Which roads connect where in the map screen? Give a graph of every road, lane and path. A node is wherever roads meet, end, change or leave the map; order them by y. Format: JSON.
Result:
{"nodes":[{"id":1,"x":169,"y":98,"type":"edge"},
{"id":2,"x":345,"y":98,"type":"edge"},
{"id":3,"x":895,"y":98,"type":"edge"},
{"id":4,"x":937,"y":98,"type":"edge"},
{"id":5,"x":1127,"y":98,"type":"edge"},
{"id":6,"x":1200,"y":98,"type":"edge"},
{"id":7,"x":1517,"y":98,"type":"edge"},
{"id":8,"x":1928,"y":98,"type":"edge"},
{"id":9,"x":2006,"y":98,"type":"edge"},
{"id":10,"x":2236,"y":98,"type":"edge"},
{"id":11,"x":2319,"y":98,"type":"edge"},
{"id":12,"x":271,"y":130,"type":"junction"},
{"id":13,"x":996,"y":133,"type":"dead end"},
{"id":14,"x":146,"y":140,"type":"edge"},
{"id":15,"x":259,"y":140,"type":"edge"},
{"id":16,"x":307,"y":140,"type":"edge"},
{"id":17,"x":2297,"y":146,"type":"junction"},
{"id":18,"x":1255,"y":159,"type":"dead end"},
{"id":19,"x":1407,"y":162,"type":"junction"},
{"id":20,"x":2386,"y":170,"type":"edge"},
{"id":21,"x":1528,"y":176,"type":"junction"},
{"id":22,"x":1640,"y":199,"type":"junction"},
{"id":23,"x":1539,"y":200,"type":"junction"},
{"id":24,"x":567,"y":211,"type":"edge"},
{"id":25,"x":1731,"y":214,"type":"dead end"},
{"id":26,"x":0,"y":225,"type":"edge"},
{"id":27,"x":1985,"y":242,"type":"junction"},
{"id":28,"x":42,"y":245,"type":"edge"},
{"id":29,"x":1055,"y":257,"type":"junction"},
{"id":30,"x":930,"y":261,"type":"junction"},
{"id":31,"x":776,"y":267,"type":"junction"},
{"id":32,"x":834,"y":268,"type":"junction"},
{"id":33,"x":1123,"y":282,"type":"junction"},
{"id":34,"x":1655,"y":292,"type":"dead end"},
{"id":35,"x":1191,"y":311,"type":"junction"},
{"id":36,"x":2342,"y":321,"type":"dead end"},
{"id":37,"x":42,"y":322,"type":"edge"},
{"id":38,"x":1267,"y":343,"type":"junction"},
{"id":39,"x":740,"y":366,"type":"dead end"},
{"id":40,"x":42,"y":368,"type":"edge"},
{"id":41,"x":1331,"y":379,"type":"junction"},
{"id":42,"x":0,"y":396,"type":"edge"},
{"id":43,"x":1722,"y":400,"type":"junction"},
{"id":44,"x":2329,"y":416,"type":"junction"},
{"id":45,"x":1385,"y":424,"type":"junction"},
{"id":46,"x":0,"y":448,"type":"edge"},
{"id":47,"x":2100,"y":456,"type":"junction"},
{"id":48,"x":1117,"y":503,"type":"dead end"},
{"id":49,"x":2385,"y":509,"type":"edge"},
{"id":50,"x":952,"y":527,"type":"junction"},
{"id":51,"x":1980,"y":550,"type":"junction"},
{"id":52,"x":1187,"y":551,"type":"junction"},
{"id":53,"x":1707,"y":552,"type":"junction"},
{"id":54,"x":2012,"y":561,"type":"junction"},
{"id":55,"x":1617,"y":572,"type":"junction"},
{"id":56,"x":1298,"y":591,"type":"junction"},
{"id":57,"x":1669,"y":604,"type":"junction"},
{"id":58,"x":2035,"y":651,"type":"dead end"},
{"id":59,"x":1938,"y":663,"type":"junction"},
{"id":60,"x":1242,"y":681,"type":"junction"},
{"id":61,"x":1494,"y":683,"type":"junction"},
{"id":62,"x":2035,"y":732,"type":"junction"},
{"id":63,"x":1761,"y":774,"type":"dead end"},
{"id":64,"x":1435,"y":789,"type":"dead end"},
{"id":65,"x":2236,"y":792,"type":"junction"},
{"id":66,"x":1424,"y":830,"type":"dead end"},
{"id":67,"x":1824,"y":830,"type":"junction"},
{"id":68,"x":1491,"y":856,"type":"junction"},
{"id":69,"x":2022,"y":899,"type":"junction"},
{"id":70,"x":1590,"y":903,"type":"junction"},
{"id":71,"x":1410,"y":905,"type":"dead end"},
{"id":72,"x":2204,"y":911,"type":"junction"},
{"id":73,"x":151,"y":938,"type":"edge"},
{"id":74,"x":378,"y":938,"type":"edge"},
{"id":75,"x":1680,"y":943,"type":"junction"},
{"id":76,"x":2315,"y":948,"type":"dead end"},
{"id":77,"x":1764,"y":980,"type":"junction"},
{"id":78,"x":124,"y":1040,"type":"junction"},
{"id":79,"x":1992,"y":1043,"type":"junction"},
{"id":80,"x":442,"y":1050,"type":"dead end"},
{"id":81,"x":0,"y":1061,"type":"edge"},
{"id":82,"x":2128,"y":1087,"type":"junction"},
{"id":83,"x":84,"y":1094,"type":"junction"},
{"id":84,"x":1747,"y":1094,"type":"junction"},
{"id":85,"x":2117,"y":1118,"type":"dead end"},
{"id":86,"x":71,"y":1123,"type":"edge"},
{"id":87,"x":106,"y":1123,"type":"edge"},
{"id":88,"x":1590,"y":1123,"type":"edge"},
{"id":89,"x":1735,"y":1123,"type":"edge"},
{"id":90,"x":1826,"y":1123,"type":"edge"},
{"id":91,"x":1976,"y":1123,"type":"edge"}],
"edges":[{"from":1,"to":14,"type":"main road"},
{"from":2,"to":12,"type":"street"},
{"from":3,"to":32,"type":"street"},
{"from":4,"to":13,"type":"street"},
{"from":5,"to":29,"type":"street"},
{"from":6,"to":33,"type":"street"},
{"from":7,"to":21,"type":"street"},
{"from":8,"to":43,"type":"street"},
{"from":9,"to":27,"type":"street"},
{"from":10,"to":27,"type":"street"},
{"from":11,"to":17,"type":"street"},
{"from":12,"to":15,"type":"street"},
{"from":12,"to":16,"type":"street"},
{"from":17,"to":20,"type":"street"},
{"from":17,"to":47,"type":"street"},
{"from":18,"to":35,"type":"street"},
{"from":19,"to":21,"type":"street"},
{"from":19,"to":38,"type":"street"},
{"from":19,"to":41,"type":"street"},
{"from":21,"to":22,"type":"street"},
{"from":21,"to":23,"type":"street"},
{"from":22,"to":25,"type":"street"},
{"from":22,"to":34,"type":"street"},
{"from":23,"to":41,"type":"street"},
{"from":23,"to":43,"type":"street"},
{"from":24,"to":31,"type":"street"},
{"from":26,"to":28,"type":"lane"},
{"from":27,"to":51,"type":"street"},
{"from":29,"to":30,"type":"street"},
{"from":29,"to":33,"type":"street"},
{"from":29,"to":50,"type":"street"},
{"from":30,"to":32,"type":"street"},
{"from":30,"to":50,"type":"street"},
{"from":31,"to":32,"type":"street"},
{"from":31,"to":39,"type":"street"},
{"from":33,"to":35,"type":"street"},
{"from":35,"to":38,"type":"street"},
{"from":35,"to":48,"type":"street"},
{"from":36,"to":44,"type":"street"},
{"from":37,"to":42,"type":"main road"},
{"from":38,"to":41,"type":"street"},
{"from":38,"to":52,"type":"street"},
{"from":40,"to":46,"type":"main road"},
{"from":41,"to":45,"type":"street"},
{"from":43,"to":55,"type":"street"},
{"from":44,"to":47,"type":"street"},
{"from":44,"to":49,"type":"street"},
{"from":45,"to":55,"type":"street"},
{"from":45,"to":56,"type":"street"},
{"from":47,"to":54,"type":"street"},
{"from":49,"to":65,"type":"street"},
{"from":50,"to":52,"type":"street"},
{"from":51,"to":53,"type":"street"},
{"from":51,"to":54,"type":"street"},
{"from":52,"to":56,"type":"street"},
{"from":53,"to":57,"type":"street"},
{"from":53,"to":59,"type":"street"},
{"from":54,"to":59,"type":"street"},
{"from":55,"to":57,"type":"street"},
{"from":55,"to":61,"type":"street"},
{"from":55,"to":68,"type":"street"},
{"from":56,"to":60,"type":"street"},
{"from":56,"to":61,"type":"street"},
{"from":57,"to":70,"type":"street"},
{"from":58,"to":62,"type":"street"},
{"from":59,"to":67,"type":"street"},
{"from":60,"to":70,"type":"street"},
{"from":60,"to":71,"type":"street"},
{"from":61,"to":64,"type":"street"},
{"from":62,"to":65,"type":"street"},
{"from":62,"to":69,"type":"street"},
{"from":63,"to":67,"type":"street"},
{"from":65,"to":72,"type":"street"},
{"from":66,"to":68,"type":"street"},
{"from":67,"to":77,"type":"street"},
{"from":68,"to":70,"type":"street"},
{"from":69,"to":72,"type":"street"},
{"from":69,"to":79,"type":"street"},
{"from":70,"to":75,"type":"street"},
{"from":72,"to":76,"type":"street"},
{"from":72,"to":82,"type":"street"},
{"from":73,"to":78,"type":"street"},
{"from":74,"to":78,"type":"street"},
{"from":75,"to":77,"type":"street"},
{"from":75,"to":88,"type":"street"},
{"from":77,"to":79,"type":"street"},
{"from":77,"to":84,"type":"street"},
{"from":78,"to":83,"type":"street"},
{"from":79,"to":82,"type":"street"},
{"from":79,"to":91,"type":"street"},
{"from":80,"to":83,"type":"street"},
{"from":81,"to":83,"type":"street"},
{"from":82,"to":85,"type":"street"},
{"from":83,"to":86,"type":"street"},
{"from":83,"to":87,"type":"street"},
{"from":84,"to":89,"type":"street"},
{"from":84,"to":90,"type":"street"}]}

----

Among the records, find each line where the word "main" occurs, and copy it.

REPLY =>
"edges":[{"from":1,"to":14,"type":"main road"},
{"from":37,"to":42,"type":"main road"},
{"from":40,"to":46,"type":"main road"},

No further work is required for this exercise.